Thesis (MScEng)--Stellenbosch University, 2013. / ENGLISH ABSTRACT: In this thesis the strategy for performing System Identification on an aircraft is presented. The
ultimate aim of this document is to outline the steps required for successful aircraft parameter
estimation within a Fault Tolerant Control Framework.
A brief derivation of the classical 6 degree-of-freedom aircraft model is firstly presented. The
derivation gives insight into the aircraft dynamics that are to be used to estimate the aircraft
parameters, and provides a basis for the methods provided in this thesis.
Different techniques of System Identification were evaluated, resulting in the choice of the
Regression method to be used. This method, based on the Least-Squares method, is chosen
because of its simplicity of use and because it does not require as much computational time as
the other methods presented. Regression methods, including a recursive algorithm, are then
applied to aircraft parameter estimation and practical considerations such as Identifiability and
corrupted measurements are highlighted.
The determination of unknown measurements required for System Identification of aircraft
parameters is then discussed. Methods for both estimating and measuring the Angle-of-Attack
(AoA) and angular accelerations are presented. The design and calibration of an AoA probe
for AoA measurements, as well as a novel method that uses distributed sensors to determine
the angular accelerations is also presented.

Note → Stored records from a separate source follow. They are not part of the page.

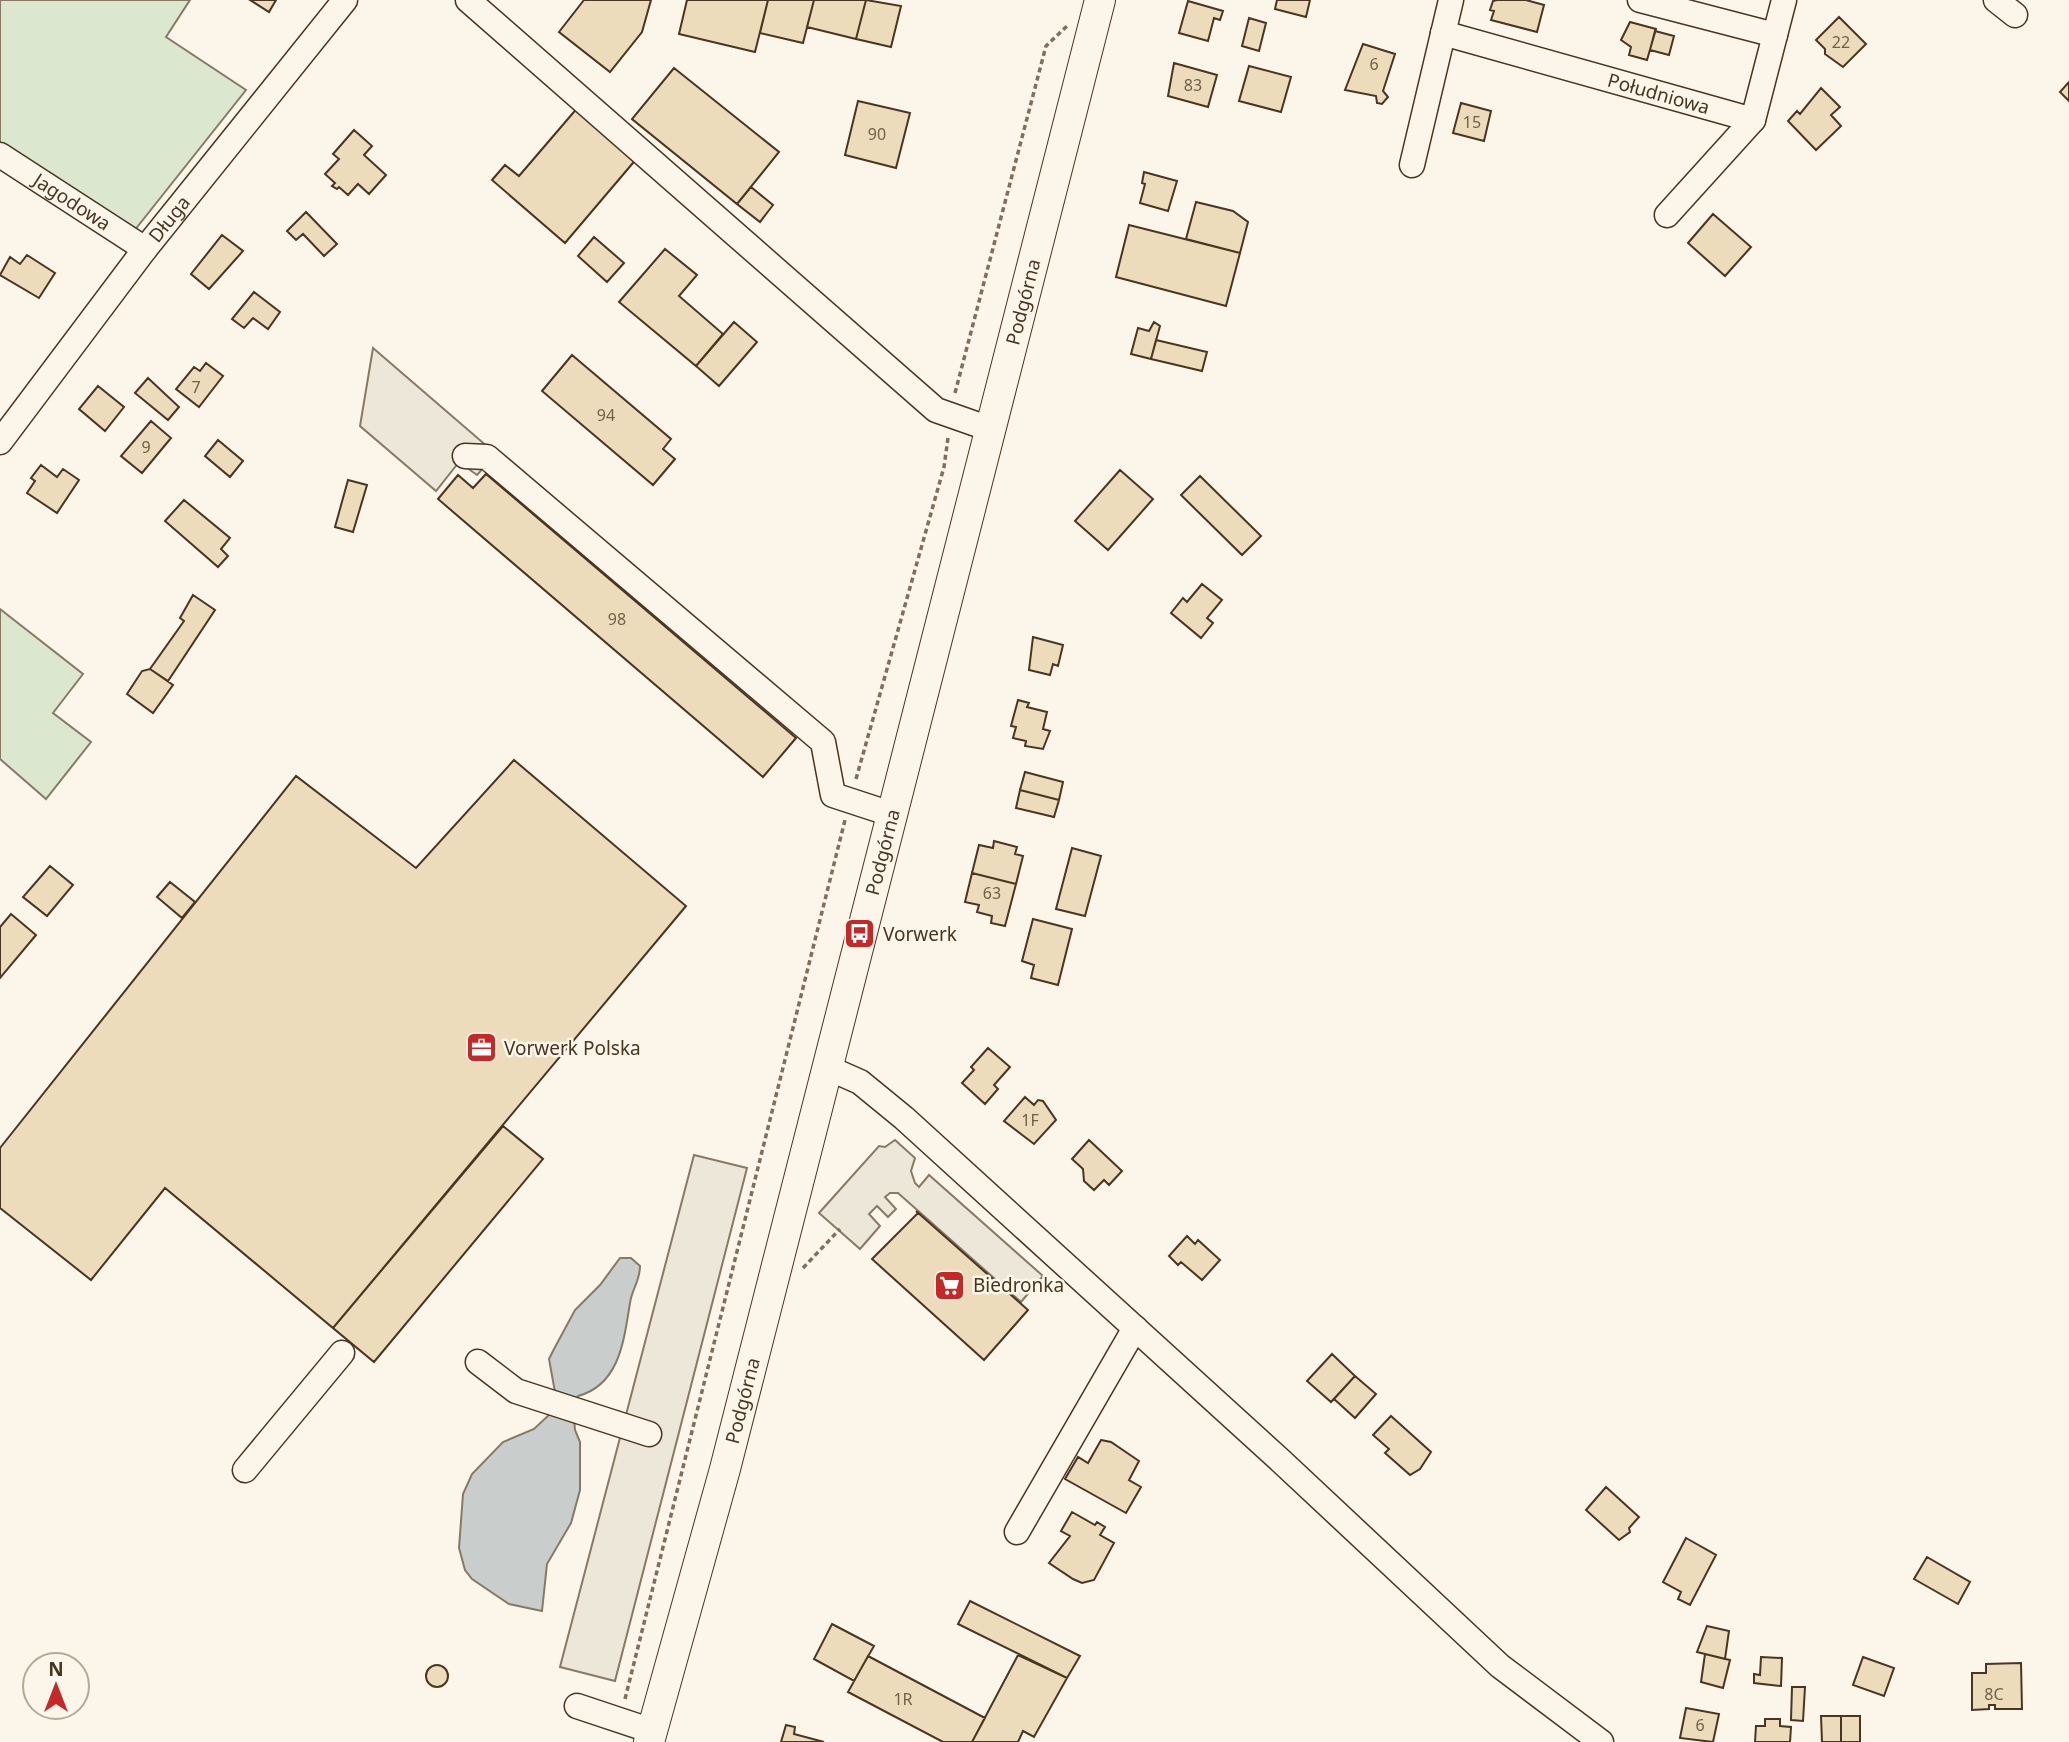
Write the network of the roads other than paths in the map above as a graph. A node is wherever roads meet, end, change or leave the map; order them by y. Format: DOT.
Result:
graph roads {
  1 [pos="345,0"];
  2 [pos="468,0"];
  3 [pos="1100,0"];
  4 [pos="1451,0"];
  5 [pos="1640,0"];
  6 [pos="1784,0"];
  7 [pos="1443,33"];
  8 [pos="1775,35"];
  9 [pos="1753,120"];
  10 [pos="0,155"];
  11 [pos="1412,165"];
  12 [pos="1667,215"];
  13 [pos="145,249"];
  14 [pos="990,429"];
  15 [pos="0,442"];
  16 [pos="465,456"];
  17 [pos="891,814"];
  18 [pos="826,1067"];
  19 [pos="1135,1328"];
  20 [pos="342,1353"];
  21 [pos="478,1362"];
  22 [pos="649,1434"];
  23 [pos="246,1470"];
  24 [pos="1017,1532"];
  25 [pos="577,1706"];
  26 [pos="650,1736"];
  27 [pos="1601,1742"];
  1 -- 13 [label="street, Długa"];
  2 -- 14 [label="street"];
  3 -- 14 [label="main road, Podgórna"];
  4 -- 7 [label="street"];
  5 -- 8 [label="street"];
  6 -- 8 [label="street"];
  7 -- 9 [label="street, Południowa"];
  7 -- 11 [label="street"];
  8 -- 9 [label="street"];
  9 -- 12 [label="street"];
  10 -- 13 [label="street, Jagodowa"];
  13 -- 15 [label="street, Długa"];
  14 -- 17 [label="main road, Podgórna"];
  16 -- 17 [label="street"];
  17 -- 18 [label="main road, Podgórna"];
  18 -- 19 [label="street"];
  18 -- 26 [label="main road, Podgórna"];
  19 -- 24 [label="street"];
  19 -- 27 [label="street"];
  20 -- 23 [label="street"];
  21 -- 22 [label="street"];
  25 -- 26 [label="street"];
}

The techniques presented in this thesis are then tested on a non-linear aircraft model. Through
simulation it was shown that for the given sensor setup, the methods do not provide
sufficiently accurate parameter estimates. When using the Regression method, obtaining
measurements of the angle-of-attack solely through estimation causes problems in the
estimation of the aerodynamic lift coefficients.
Flight tests were performed and the data was analyzed. Similar issues as experienced with
estimation done on the non-linear aircraft simulation, was found. Recommendations with
regards to how to conduct future flight tests for system identification is proposed and possible sources of errors are highlighted. / AFRIKAANSE OPSOMMING: In hierdie tesis word die strategie vir die uitvoering van Stelsel Identifikasie op 'n vliegtuig
aangebied. Die uiteindelike doel van hierdie document is om die stappe wat nodig is vir 'n
suksesvolle vliegtuig parameter beraming, binne 'n Fout Tolerante Beheer Raamwerk, uit
eente sit.
'n Kort afleiding van die klassieke 6 graad-van-vryheid vliegtuig model word eerstens
aangebied. Die afleiding gee insig in die vliegtuig dinamika wat gebruik moet word om die
vliegtuig parameters te beraam, en bied 'n basis vir die metodes wat in hierdie tesis verskyn.
Verskillende tegnieke van Stelsel Identifikasie is geëvalueer, wat lei tot gebruik van die
regressie-metode. Hierdie metode is gekies as gevolg van sy eenvoudigheid en omdat dit nie
soveel berekening tyd as die ander metodes vereis nie. Regressie metodes, insluitend 'n
rekursiewe algoritme, word dan toegepas op vliegtuig parameter beraming en praktiese
orwegings soos identifiseerbaarheid en korrupte metings word uitgelig.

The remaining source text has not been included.